HCL Technologies’ Board has approved a change to its existing long-term incentive programme to include RSU (restricted stock unit) grants as part of the compensation mix.
The programme will include almost 3,000 senior leaders, and is expected to help employee retention as the technology industry sees high attrition and talent crunch as industries struggle to find people skilled in new technologies.
The company will move from 100 per cent cash awards to a mix of 70 percent cash, 30 per cent RSUs for the grants it will offer later this calendar year.
Subject to shareholder approval, the plan proposes to allocate 11.1 million shares (equal to less than .50 per cent of the company’s equity shares) to almost 3,000 senior leaders.

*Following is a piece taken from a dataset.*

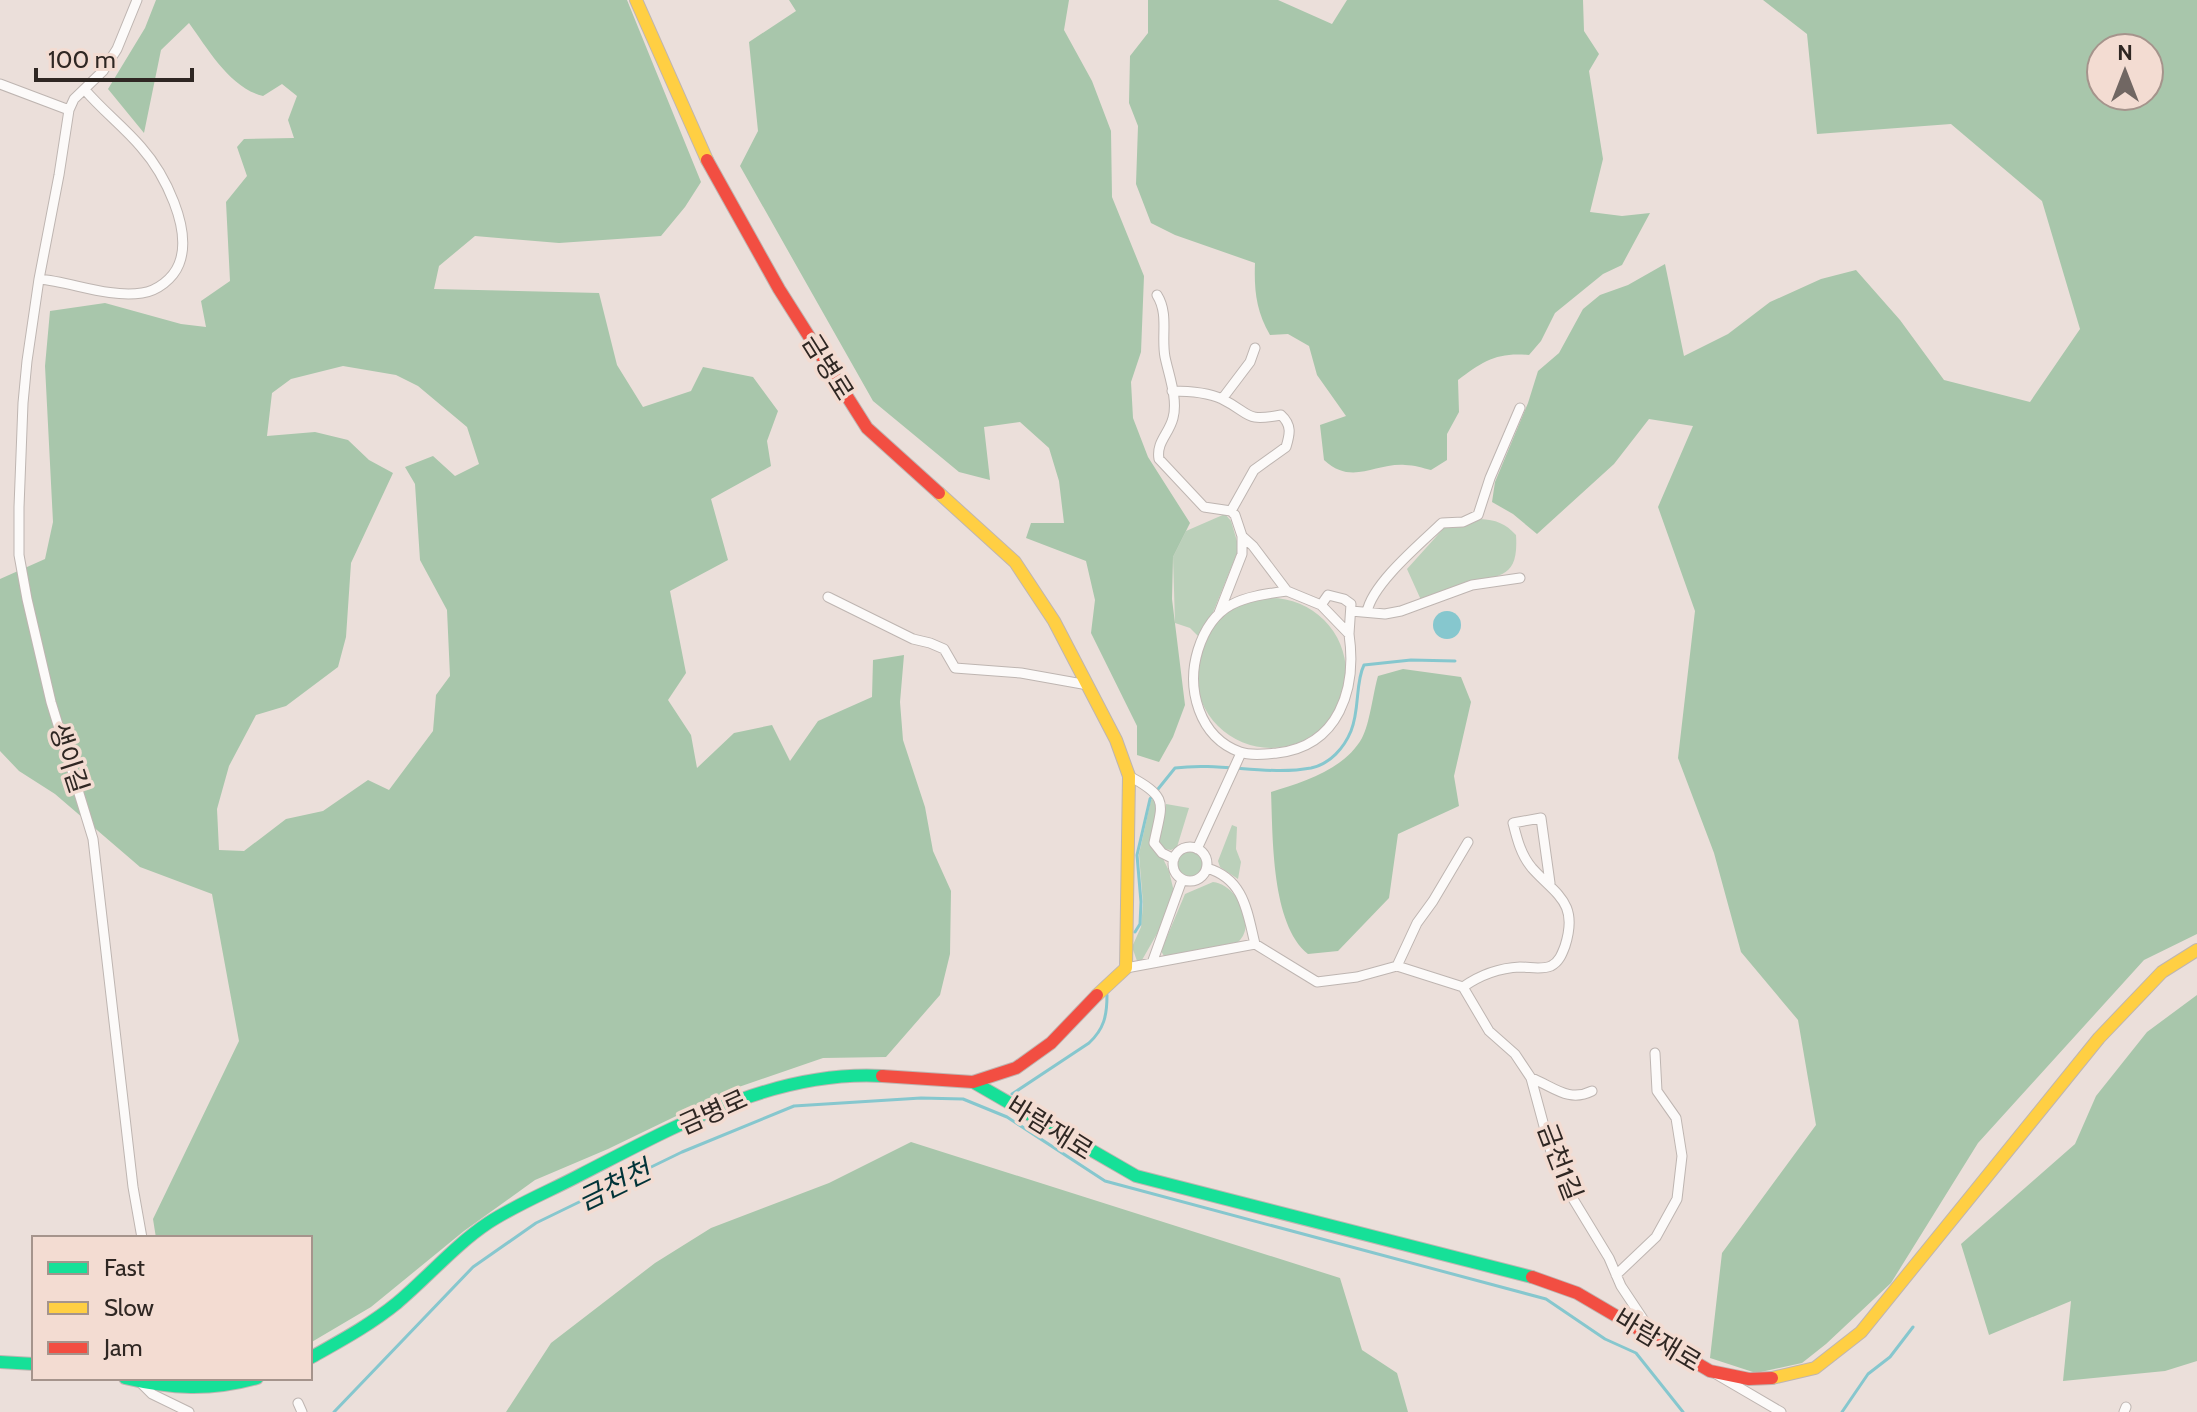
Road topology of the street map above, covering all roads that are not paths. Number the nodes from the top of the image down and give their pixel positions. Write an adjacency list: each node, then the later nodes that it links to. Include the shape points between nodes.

The plans will be offered as tenure-based vesting by FY2025, and the company has also proposed an option to substitute this part of the plan with RSUs that vest based on achievement of long-term performance targets.
“We continue to see strong growth momentum in the business, and we are happy to extend long term wealth creation opportunities in the form of RSUs for a greater number of senior leaders,” said C Vijayakumar, HCL Technologies CEO and Managing Director in a statement.
The structure of the programme will ensure there is no equity dilution for existing shareholders of the company. The total plan investment will not be impacted by the move from all cash to cash plus RSUs, HCL added.